上記のような問題が生じることなく、粘着シートを被着体から容易に剥離できるように、粘着剤層を形成する粘着剤として、架橋剤を添加し、凝集力を高くして粘着力を低下させた再剥離型粘着剤が多く提案されている。特に、再剥離型粘着剤においても、近年の環境衛生上の観点から、溶剤を用いない水分散型粘着剤組成物を用いた粘着シートへの志向が強く、種々検討されている。
【0003】
例えば、特許文献1には、特定の単位を有する(メタ)アクリル酸エステル共重合体のエマルション、カルボキシル基含有不飽和単量体単位を含むアルカリ可溶性又はアルカリ膨潤性(メタ)アクリル酸共重合体のエマルション、及び架橋剤を含有する水分散型粘着剤組成物から形成され、所定のゲル分率を有する粘着剤層を、表面基材に形成してなる再剥離性粘着シートが開示されている。
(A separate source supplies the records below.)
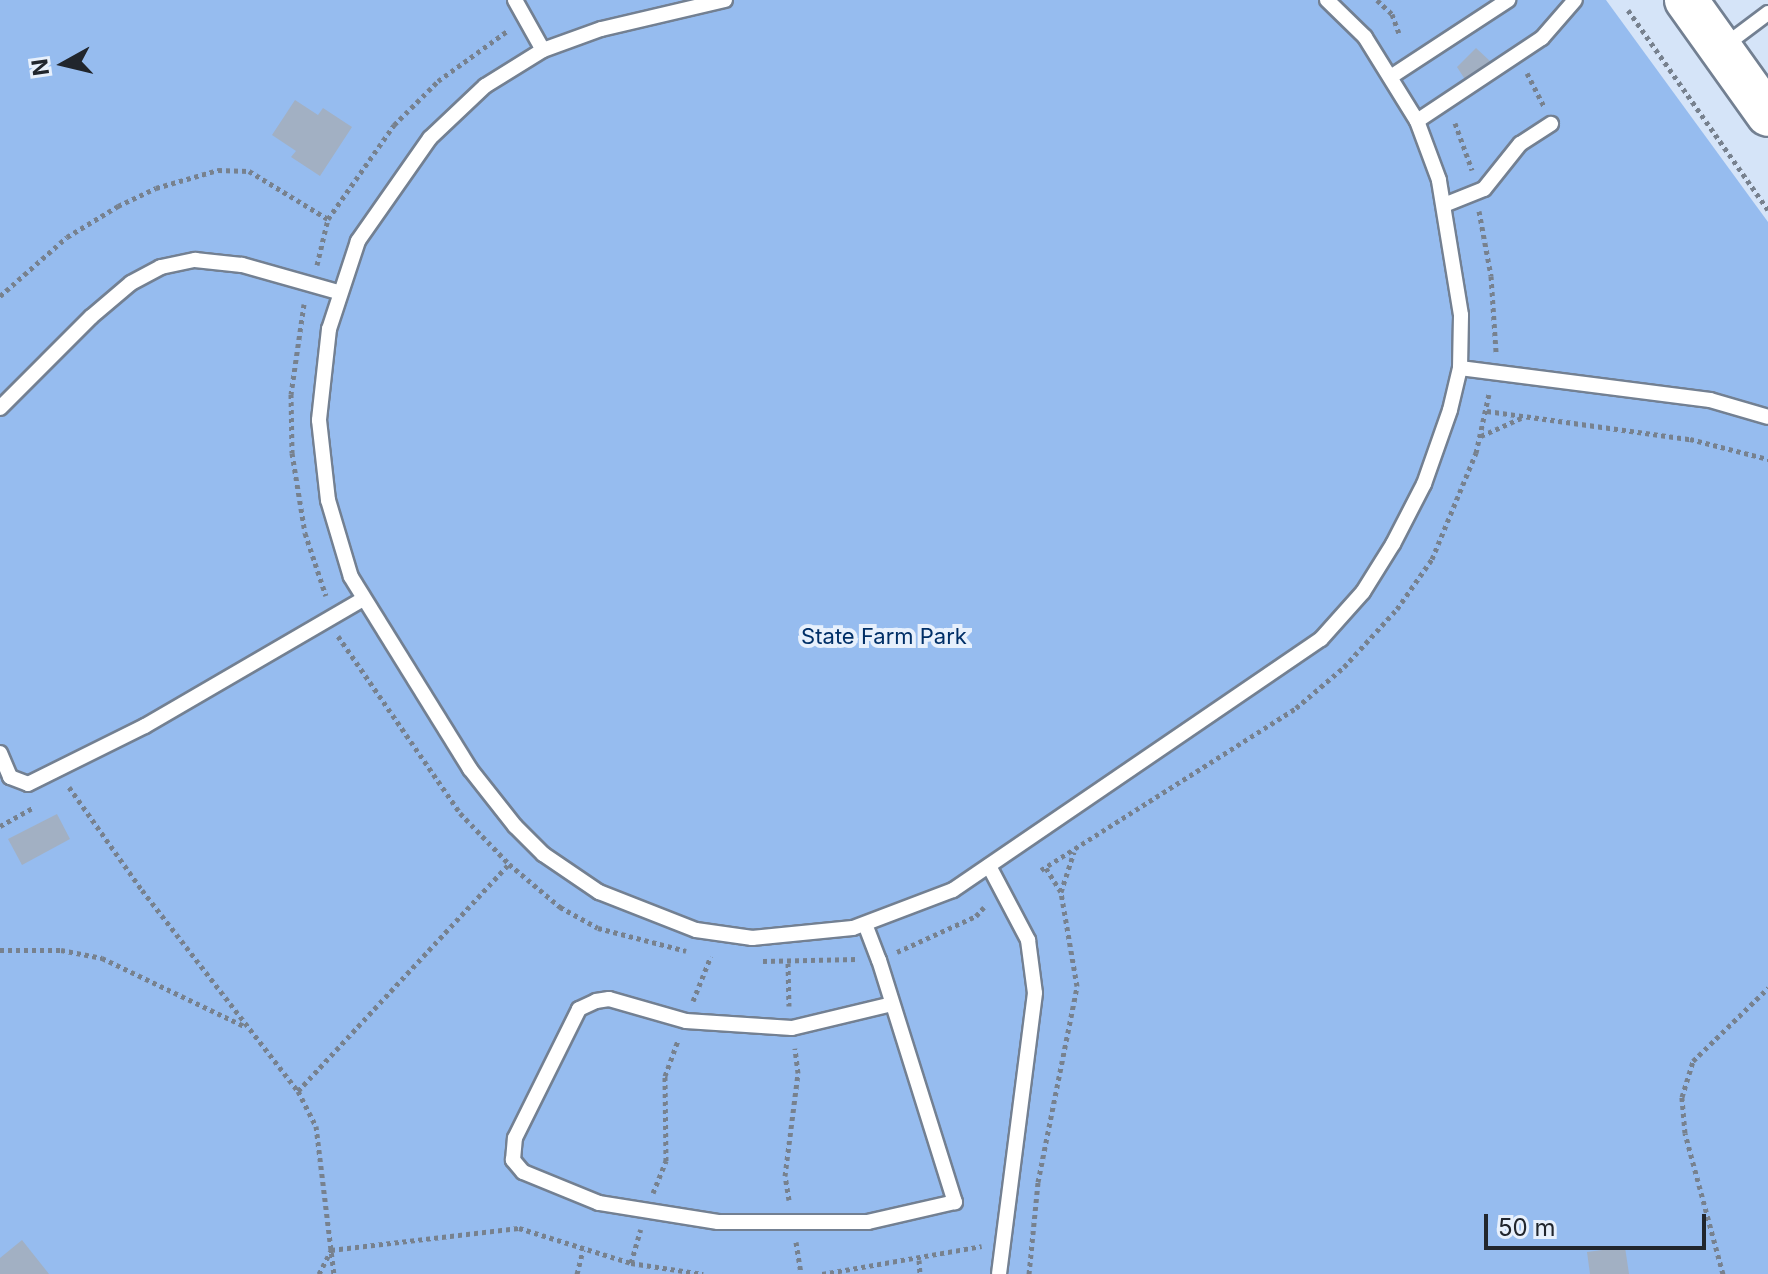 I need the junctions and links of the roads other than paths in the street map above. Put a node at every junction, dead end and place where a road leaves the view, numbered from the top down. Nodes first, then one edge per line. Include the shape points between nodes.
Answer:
1 (515, 0) edge
2 (725, 0) edge
3 (1327, 0) edge
4 (1508, 0) edge
5 (1575, 0) edge
6 (1686, 0) edge
7 (1768, 13) edge
8 (1721, 49) junction
9 (543, 50) junction
10 (1392, 76) junction
11 (1756, 91) edge
12 (1417, 121) junction
13 (1551, 124) road end
14 (1444, 205) junction
15 (338, 292) junction
16 (1460, 368) junction
17 (0, 408) edge
18 (1768, 417) edge
19 (363, 599) junction
20 (0, 753) edge
21 (989, 866) junction
22 (865, 924) junction
23 (892, 1004) junction
24 (999, 1274) edge

1 - 9 lane
2 - 9 lane via 601,29
3 - 10 lane via 1365,37
4 - 10 lane
5 - 12 lane via 1542,38
6 - 8 main road
7 - 8 lane
8 - 11 main road
9 - 15 lane via 485,86 430,138 358,241
10 - 12 lane
12 - 14 lane
13 - 14 lane via 1520,144 1476,193
14 - 16 lane via 1461,315
15 - 17 lane via 242,265 195,260 161,267 131,283 91,317
15 - 19 lane via 319,420 322,461 337,537
16 - 18 lane via 1710,400
16 - 21 lane via 1424,484 1363,592 1321,639
19 - 20 lane via 145,726 28,784 10,777
19 - 22 lane via 489,795 524,836 573,878 629,906 723,936 820,934
21 - 22 lane via 953,890
21 - 24 lane via 1028,940 1035,993
22 - 23 lane
23 - 23 lane via 792,1028 686,1021 609,999 579,1009 515,1138 513,1160 523,1172 599,1203 646,1212 793,1225 868,1222 955,1202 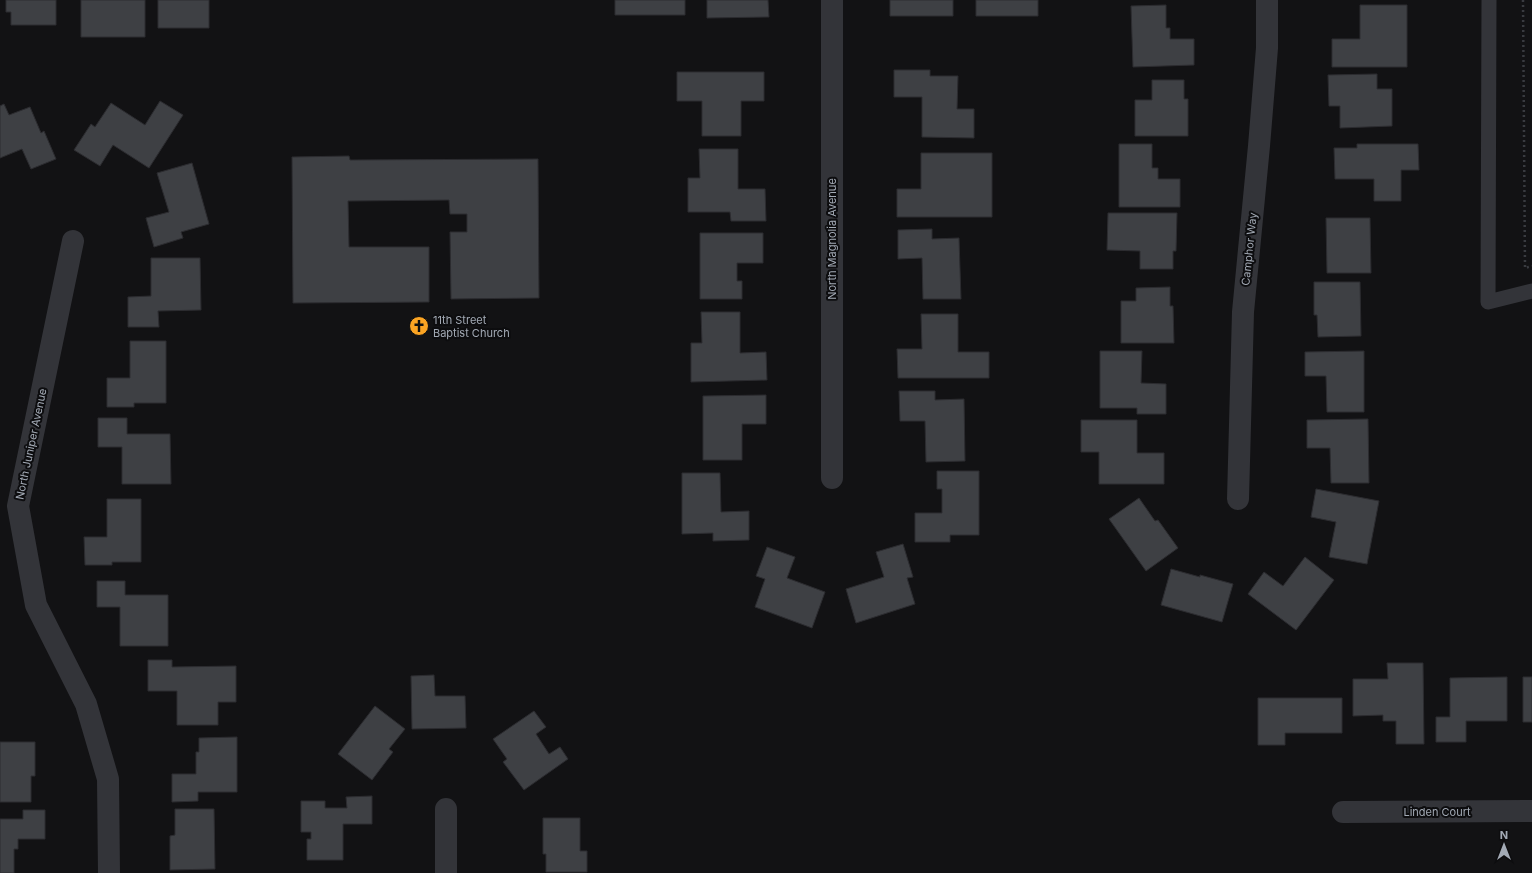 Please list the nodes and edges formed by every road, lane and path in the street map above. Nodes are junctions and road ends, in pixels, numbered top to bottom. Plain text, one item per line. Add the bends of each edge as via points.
1 (832, 0) edge
2 (1267, 0) edge
3 (1489, 0) edge
4 (1523, 0) edge
5 (73, 241) dead end
6 (1532, 266) edge
7 (1532, 291) edge
8 (832, 478) dead end
9 (1238, 499) dead end
10 (9, 506) edge
11 (446, 809) dead end
12 (1532, 811) edge
13 (1343, 812) dead end
14 (109, 873) edge
15 (446, 873) edge

1 - 8 street, North Magnolia Avenue
2 - 9 street, Camphor Way via 1266,63 1243,312
3 - 7 lane via 1488,302
4 - 6 path via 1525,268
5 - 10 street, North Juniper Avenue
10 - 14 street, North Juniper Avenue via 36,605 86,704 108,779
11 - 15 street
12 - 13 street, Linden Court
特許文献1には、当該再剥離性粘着シートが、常温での保存での経時による粘着力の上昇を抑え、再剥離性に優れるとの効果を有する旨の開示がされている。
【0004】
また、印刷ラベル等の粘着シートを高速ラベリングマシンを用いて被着体に貼付される場合もある。このような高速ラベリングマシンを用いて貼付する粘着シートには、機械的強度が求められるが、水分散型粘着剤組成物を用いた粘着シートは、この機械的強度が劣る傾向にある。
例えば、特許文献2には、所定の不飽和単量体を含む単量体混合物を乳化重合する前もしくは乳化重合中に、アルカリ金属水酸化物及びアルカリ土類金属水酸化物の少なくとも一方を配合して得られたアクリル系エマルション型共重合体と架橋剤とを含む粘着剤組成物を用いて形成されてなる粘着剤層を有する粘着シートが開示されている。
特許文献2には、当該粘着シートが有する粘着剤層の機械的強度が優れる旨の開示がされている。
【先行技術文献】
【特許文献】
【0005】
【特許文献1】特開2009−73920号公報
【特許文献2】特開2010−254961号公報
【発明の概要】
【発明が解決しようとする課題】
【0006】
ところで、一般的に、粘着シートは、作製後に、当該粘着シートが有する粘着剤層内の重合性成分の架橋を進行させ、設計通りの粘着力、機械的強度、及び再剥離性を有する粘着特性を発現させるためには、エージング(熟成)期間を設ける必要がある。一般的に、作製後の粘着シートは、エージング期間の確保のため、倉庫等に一定期間保管する場合が多い。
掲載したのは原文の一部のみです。